The best part of winter is drooling over the seed catalog from Southern Exposure Seed Exchange — or as hubby likes to call it, my farm porn. Their seed sells like hot cakes, so I placed my order last night, thinking this early bird would get lots of worms. Nope. Can’t believe on January 2, they were already out of the onions, tomatoes, and cauliflower I wanted, but more is scheduled to arrive around January 10. So I went ahead with my first attempt at a spring and summer garden calendar, assuming those missing varieties will come through.
Creating a simple Excel spreadsheet, I listed all the fields you see below plus actual planting, transplant, and harvest dates. The planned transplant and harvest times were estimated using SESE’s recommended planting dates and days to maturity for each crop. I may be way off, so that’s why I’m keeping up with when these tasks actually happen. That way, next year’s calendar will be even more accurate.

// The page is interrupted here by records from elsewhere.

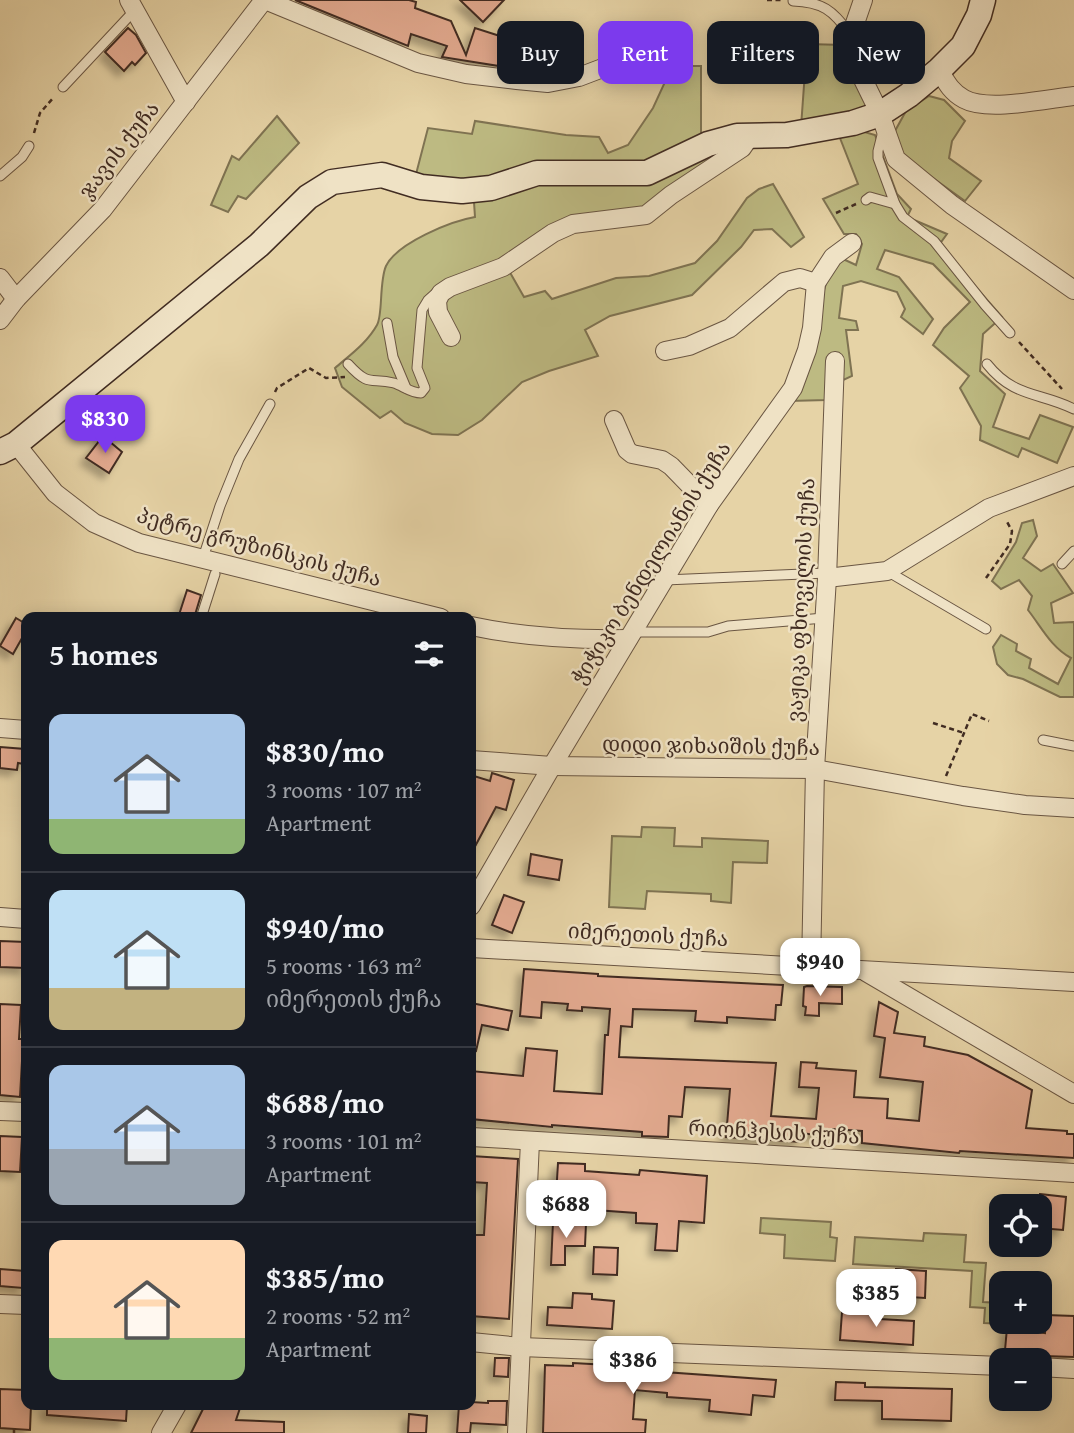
<!DOCTYPE html>
<meta charset="utf-8">
<style>
body{margin:0;font-family:"Gentium Book Plus","Noto Serif Georgian",serif;background:#242831;color:#f1f3f6;height:100vh;display:flex;flex-direction:column;font-size:26px;white-space:nowrap}
*{box-sizing:border-box;margin:0}
p{font-size:23px;color:#9ea1a6}
.icon{flex:none;width:38px;height:38px;fill:none;stroke:currentColor;stroke-width:2;stroke-linecap:round;stroke-linejoin:round}
.map{position:relative;flex:1;overflow:hidden}
.details{position:absolute;left:21px;top:612px;width:455px;height:798px;display:flex;flex-direction:column;background:#171b24;border-radius:14px;box-shadow:0 4px 18px #0003}
.details>*{flex:none}
.top-card{position:absolute;left:497px;top:21px;width:471px;height:63px;display:flex;gap:14px}
.fabs{position:absolute;left:989px;top:1194px;display:grid;gap:14px}
.fabs a{display:grid;place-items:center;width:63px;height:63px;border-radius:14px;background:#171b24;box-shadow:0 4px 18px #0003;font-size:35px}
.price{position:absolute;translate:-50% -60px;padding:0 16px;border-radius:14px;background:#fff;color:#222;font-size:23px;line-height:46px;filter:drop-shadow(0 2px 4px #0008)}
.price::after{content:'';position:absolute;left:50%;top:42px;width:21px;height:16px;margin-left:-10px;background:inherit;clip-path:polygon(0 0,100% 0,50% 100%)}
.price.current{background:#7c3aed;color:#fff}
ul{padding:0;list-style:none}
li{display:flex;align-items:center;gap:21px;height:175px;padding:0 28px}
li+li{border-top:2px solid #363941}
li span{display:grid;place-items:center;flex:none;width:196px;height:140px;border-radius:14px;color:#555}
li>.icon{margin-inline-start:auto}
span .icon{width:84px;height:84px;fill:#fffc;stroke-width:1}
li b{font-size:30px}
h2{display:flex;justify-content:space-between;align-items:center;height:84px;padding:0 28px;font-size:30px}
.chip{padding:0 24px;border-radius:14px;background:#171b24;box-shadow:0 4px 18px #0003;font-size:24px;line-height:63px}
.chip.current{background:#7c3aed;color:#fff}
.map>svg:first-child{display:block}
</style>
<div class="map">
<svg width="1074" height="1433" viewBox="0 0 1074 1433">
<defs>
<filter id="shadow"><feDropShadow dx="-6" dy="6" stdDeviation="3.5" flood-color="#0004"/></filter>
</defs>
<rect width="100%" height="100%" fill="#e6d3a6"/>
<filter id="stains"><feTurbulence type="fractalNoise" baseFrequency=".00286" numOctaves="4"/><feColorMatrix values="0 0 0 0 .2 0 0 0 0 .09 0 0 0 0 .02 0 0 0 .5 -.17"/></filter>
<radialGradient id="worn" r=".72"><stop offset=".6" stop-color="#630" stop-opacity="0"/><stop offset="1" stop-color="#630" stop-opacity=".3"/></radialGradient>
<g fill="#bdba82" stroke="#7f7352" stroke-width="2">
<polygon points="807,44 844,45 870,107 801,127"/>
<polygon points="668,66 701,66 701,136 641,168 499,180 415,178 428,128 472,134 475,121 566,135 599,137 608,153 628,145 653,108 665,82"/>
<polygon points="929,96 944,100 965,121 952,141 949,158 981,181 965,201 901,155 895,131 906,111"/>
<polygon points="277,116 299,143 246,199 238,196 228,212 211,205 232,156 239,160"/>
<polygon points="861,131 875,135 897,194 911,209 907,217 947,234 939,245 1002,317 983,334 980,371 1005,394 993,427 1029,439 1040,415 1073,427 1057,463 1022,448 1018,457 980,440 981,426 960,388 969,376 933,345 944,328 970,302 933,264 885,250 877,269 899,277 933,319 923,334 901,317 905,309 897,292 861,281 843,286 839,318 856,321 858,330 846,330 852,376 843,380 827,400 789,401 830,271 843,259 856,265 862,244 856,234 844,234 823,199 858,184 838,133"/>
<path d="M 730,146 L 643,208 L 572,217 L 508,269 L 524,297 L 545,291 L 552,299 L 616,278 L 649,276 L 695,263 L 717,241 L 747,198 L 759,189 L 773,184 L 804,237 L 791,247 L 772,229 L 754,230 L 741,247 L 692,295 L 610,316 L 585,330 L 598,356 L 549,371 L 522,382 L 482,420 L 458,435 L 432,434 L 405,423 L 391,411 L 380,418 L 342,387 L 335,368 C 350,355 367,343 377,325 C 383,315 379,282 386,266 C 397,243 451,221 475,217 L 474,202 L 525,186 Z"/>
<path d="M 1033,520 L 1037,536 L 1023,558 L 1041,571 L 1053,564 L 1073,593 L 1051,603 L 1054,623 L 1074,622 L 1074,697 L 1060,697 L 1023,679 L 1008,675 L 997,664 L 993,647 L 1001,635 L 1017,644 L 1016,651 L 1031,659 L 1029,668 L 1058,684 L 1071,658 C 1051,647 1042,628 1028,610 L 1032,596 L 1019,580 L 1001,589 L 992,581 L 1016,542 L 1022,523 Z"/>
<polygon points="642,827 675,828 674,846 702,847 702,838 768,841 767,863 733,862 731,903 711,901 711,894 647,891 645,909 609,907 612,836 641,837"/>
<polygon points="761,1218 831,1222 830,1237 837,1238 835,1261 784,1258 785,1235 760,1233"/>
<polygon points="924,1233 966,1235 964,1262 986,1263 983,1302 1000,1303 1001,1321 1027,1321 1027,1325 984,1323 985,1308 970,1307 972,1271 853,1264 855,1237 923,1241"/>
</g>
<g fill="#e4ab91" stroke="#412c22" stroke-width="2" filter="url(#shadow)">
<polygon points="295,0 409,0 416,2 415,8 451,21 466,55 475,28 503,37 499,66 442,57 447,46 411,34 408,46"/>
<polygon points="460,0 504,0 483,22"/>
<polygon points="128,28 136,35 146,53 135,65 132,62 124,71 105,52"/>
<polygon points="103,436 122,452 109,473 86,458"/>
<polygon points="187,590 201,595 194,618 178,618"/>
<polygon points="16,618 26,624 26,631 13,654 0,646"/>
<polygon points="0,747 25,749 24,764 18,763 17,770 0,768"/>
<polygon points="492,773 514,780 506,810 496,807 471,854 471,786 474,776 490,781"/>
<polygon points="531,854 562,860 559,880 528,875"/>
<polygon points="504,895 524,902 512,933 492,925"/>
<polygon points="0,941 26,942 26,968 0,967"/>
<polygon points="524,969 598,974 598,976 783,985 781,1005 776,1005 775,1020 727,1017 727,1023 695,1021 696,1011 633,1009 632,1027 621,1026 619,1057 776,1063 771,1116 816,1119 819,1088 799,1087 801,1062 817,1063 816,1068 856,1071 854,1097 888,1099 887,1118 919,1121 923,1082 880,1077 885,1038 874,1036 879,1002 898,1012 894,1033 925,1037 924,1046 968,1055 1032,1090 1026,1128 1067,1131 1067,1134 1074,1134 1074,1158 960,1151 959,1153 862,1143 862,1131 833,1129 832,1137 800,1133 800,1142 726,1137 730,1089 685,1087 682,1117 669,1116 668,1137 642,1136 642,1132 552,1125 552,1127 471,1119 471,1071 523,1076 526,1048 557,1051 554,1091 602,1094 605,1035 608,1035 610,1009 582,1007 582,1011 567,1010 568,1004 542,1002 541,1018 520,1016"/>
<polygon points="807,986 842,987 842,1004 819,1003 819,1016 805,1015 806,1007 803,1006 804,987"/>
<polygon points="471,1003 512,1011 508,1030 482,1025 476,1051 471,1050"/>
<polygon points="0,1004 21,1005 19,1039 26,1039 26,1062 22,1061 20,1097 0,1095"/>
<polygon points="0,1136 22,1137 20,1172 0,1171"/>
<polygon points="471,1156 518,1159 509,1319 471,1316 471,1235 484,1235 487,1183 471,1182"/>
<polygon points="558,1163 585,1164 585,1171 639,1175 640,1170 707,1176 704,1223 679,1221 677,1251 655,1250 657,1224 636,1223 636,1213 595,1210 596,1198 556,1196"/>
<polygon points="1040,1194 1066,1197 1063,1230 1040,1228"/>
<polygon points="553,1222 586,1223 585,1246 565,1246 565,1265 551,1265"/>
<polygon points="594,1247 618,1248 617,1275 593,1274"/>
<polygon points="0,1269 25,1271 23,1288 0,1286"/>
<polygon points="896,1269 926,1271 925,1298 894,1296"/>
<polygon points="573,1293 592,1294 592,1299 614,1301 612,1329 547,1325 548,1307 572,1308"/>
<polygon points="842,1312 880,1315 880,1319 914,1321 913,1345 840,1340"/>
<polygon points="1046,1315 1074,1316 1074,1357 1044,1356 1044,1354 1005,1350 1007,1328 1045,1333"/>
<polygon points="495,1358 509,1358 508,1377 494,1376"/>
<polygon points="573,1363 608,1365 608,1368 776,1380 774,1397 753,1395 751,1415 709,1411 710,1400 667,1397 667,1393 635,1390 633,1419 646,1420 645,1433 543,1433 545,1365 573,1366"/>
<polygon points="836,1382 865,1383 865,1387 952,1389 951,1421 882,1419 882,1401 835,1400"/>
<polygon points="0,1389 26,1390 26,1405 31,1405 30,1430 0,1428"/>
<polygon points="488,1401 507,1401 506,1425 471,1423 470,1433 457,1433 459,1405 471,1405 471,1402 488,1403"/>
<polygon points="47,1405 127,1405 126,1421 47,1415"/>
<polygon points="205,1405 241,1405 236,1420 284,1422 284,1433 191,1433"/>
<polygon points="409,1414 427,1416 426,1433 408,1433"/>
</g>
<g fill="none" stroke-linecap="round" stroke-linejoin="round">
<defs>
<g id="lane">
<path d="M 793,1 C 822,2 833,10 850,34"/>
<polyline points="63,87 134,11"/>
<polyline points="0,176 22,157 29,146"/>
<polyline points="866,200 870,197 895,204 878,158 878,151 883,131"/>
<polyline points="895,204 903,217 934,241 985,305 1010,333"/>
<polyline points="387,323 393,357 406,388"/>
<path d="M 348,364 C 370,388 370,377 394,383 C 403,386 411,393 421,393 L 425,388 L 417,368 L 422,310 L 428,300 L 438,291"/>
<path d="M 987,364 C 1014,398 1040,392 1074,409"/>
<polyline points="203,558 220,506 239,459 270,404"/>
<polyline points="1062,564 1074,551"/>
<polyline points="887,571 986,629"/>
<polyline points="665,580 827,573"/>
<polyline points="201,618 215,574"/>
<polyline points="633,632 708,632 728,626 824,618"/>
<polyline points="1043,740 1074,746"/>
</g>
<g id="street">
<polyline points="129,0 186,102"/>
<polyline points="265,0 418,63 466,74 517,80 548,83 579,77 663,45"/>
<polyline points="863,0 851,35 854,61 880,114 896,159 952,205 1074,290"/>
<path d="M 939,70 C 946,82 951,92 964,99 C 987,112 1047,99 1074,96"/>
<polyline points="0,278 16,299"/>
<polyline points="0,320 16,299 103,209 264,0"/>
<polyline points="451,337 438,312 437,301 441,293 450,287 503,267 553,233 573,224 646,215 671,195 742,148 751,135"/>
<polyline points="665,351 689,346 730,328 784,282 800,278 816,283"/>
<polyline points="614,420 627,450 632,454 662,460 671,466 709,505"/>
<polyline points="16,444 55,493 94,523 139,543 441,618"/>
<polyline points="827,578 887,571 989,508 1074,476"/>
<path d="M 471,626 C 523,637 574,640 628,639"/>
<polyline points="0,728 26,730"/>
<polyline points="471,760 552,766 815,769 963,796 1025,805 1074,808"/>
<polyline points="471,906 552,766 709,505 793,388 807,350 812,328 816,283 833,257 852,243"/>
<polyline points="0,917 26,919"/>
<polyline points="471,948 1074,982"/>
<polyline points="811,967 815,769 827,578 835,361"/>
<polyline points="866,972 1074,1094"/>
<polyline points="0,1111 26,1112"/>
<polyline points="471,1137 1074,1173"/>
<polyline points="0,1304 26,1305"/>
<polyline points="471,1342 521,1347 1001,1366"/>
<polyline points="1040,1367 1074,1369"/>
<polyline points="161,1433 177,1405"/>
<polyline points="517,1433 530,1141"/>
</g>
<polyline id="secondary" points="0,452 16,444 259,245 308,197 332,182 382,175 421,187 462,191 491,188 537,173 647,173 708,144 737,136 787,135 853,123 880,114 909,95 939,70 963,46 979,15 983,0"/>
</defs>
<use href="#lane" stroke="#6a5643" stroke-width="11"/>
<use href="#street" stroke="#6a5643" stroke-width="20"/>
<use href="#secondary" stroke="#412c22" stroke-width="27"/>
<g stroke="#412c22" stroke-width="2.5" stroke-dasharray="5 3.5" stroke-linecap="butt">
<polyline points="767,0 782,0"/>
<polyline points="34,133 40,113 54,97"/>
<polyline points="836,213 856,204"/>
<polyline points="1019,342 1062,389"/>
<polyline points="275,392 277,388 309,368 326,378 345,377"/>
<polyline points="986,578 1010,544 1012,531 1006,520"/>
<polyline points="933,723 964,733"/>
<polyline points="946,776 972,714 989,721"/>
<polyline points="14,1433 14,1429"/>
</g>
<use href="#lane" stroke="#efe2c5" stroke-width="9"/>
<use href="#street" stroke="#efe2c5" stroke-width="18"/>
<use href="#secondary" stroke="#efe2c5" stroke-width="24"/>
</g>
<g text-anchor="middle" stroke-width="5" stroke-linejoin="round" paint-order="stroke">
<g font-size="21" fill="#412c22" stroke="#efe2c5">
<text transform="translate(119 150) rotate(-52)" y="7">ჯავის ქუჩა</text>
<text transform="translate(259 547) rotate(15)" y="7">პეტრე გრუზინსკის ქუჩა</text>
<text transform="translate(651 563) rotate(-58)" y="7">ჭიჭიკო ბენდელიანის ქუჩა</text>
<text transform="translate(801 600) rotate(-87)" y="7">ვაჟიკა ფხოველის ქუჩა</text>
<text transform="translate(711 746) rotate(1)" y="7">დიდი ჯიხაიშის ქუჩა</text>
<text transform="translate(648 935) rotate(3)" y="7">იმერეთის ქუჩა</text>
<text transform="translate(774 1132) rotate(3)" y="7">რიონჰესის ქუჩა</text>
</g>
</g>
<rect width="100%" height="100%" filter="url(#stains)"/>
<rect width="100%" height="100%" fill="url(#worn)"/>
</svg>
<div class="fabs">
<a><svg class="icon" aria-label="locate" viewBox="0 0 24 24"><circle cx="12" cy="12" r="6"/><path d="M12 2v4M12 18v4M2 12h4M18 12h4"/></svg></a>
<a>+</a>
<a>−</a>
</div>
<b class="price current" style="left:105px;top:455px">$830</b>
<b class="price" style="left:820px;top:998px">$940</b>
<b class="price" style="left:566px;top:1240px">$688</b>
<b class="price" style="left:876px;top:1329px">$385</b>
<b class="price" style="left:633px;top:1396px">$386</b>
<div class="top-card">
<a class="chip">Buy</a>
<a class="chip current">Rent</a>
<a class="chip">Filters</a>
<a class="chip">New</a>
</div>
<section class="details">
<h2>5 homes<svg class="icon" aria-label="filters" viewBox="0 0 24 24"><path d="M4 7h16M4 17h16"/><circle cx="9" cy="7" r="2"/><circle cx="15" cy="17" r="2"/></svg></h2>
<ul>
<li><span style="background:linear-gradient(#a9c7e8 75%,#8fb573 0)"><svg class="icon" aria-label="home" viewBox="0 0 24 24"><path d="M3 11l9-7 9 7M6 9v11h12V9"/></svg></span><div><b>$830/mo</b><p>3 rooms · 107 m²</p><p>Apartment</p></div></li>
<li><span style="background:linear-gradient(#bfe0f5 70%,#c2b280 0)"><svg class="icon" aria-label="home" viewBox="0 0 24 24"><path d="M3 11l9-7 9 7M6 9v11h12V9"/></svg></span><div><b>$940/mo</b><p>5 rooms · 163 m²</p><p>იმერეთის ქუჩა</p></div></li>
<li><span style="background:linear-gradient(#a9c7e8 60%,#9aa5b1 0)"><svg class="icon" aria-label="home" viewBox="0 0 24 24"><path d="M3 11l9-7 9 7M6 9v11h12V9"/></svg></span><div><b>$688/mo</b><p>3 rooms · 101 m²</p><p>Apartment</p></div></li>
<li><span style="background:linear-gradient(#ffd9b3 70%,#8fb573 0)"><svg class="icon" aria-label="home" viewBox="0 0 24 24"><path d="M3 11l9-7 9 7M6 9v11h12V9"/></svg></span><div><b>$385/mo</b><p>2 rooms · 52 m²</p><p>Apartment</p></div></li>
</ul>
</section>
</div>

We’ve only got four tiny raised beds, so we’re trying to maximize every inch of space. In the first raised bed, we’ll do carrots followed by summer squash. The second bed will have onions, then winter squash. The front beds will sport a couple of broccoli and cauliflower heads in the spring, then Brussels sprouts later in the year. Because our winters are so mild, I’m going to try to stagger the sprout plantings so we can enjoy them fresh long into the winter. All of the other crops will be in containers.
Hard to believe it’s almost time to convert the kitchen into a greenhouse again. What are you planting this spring, interwebs?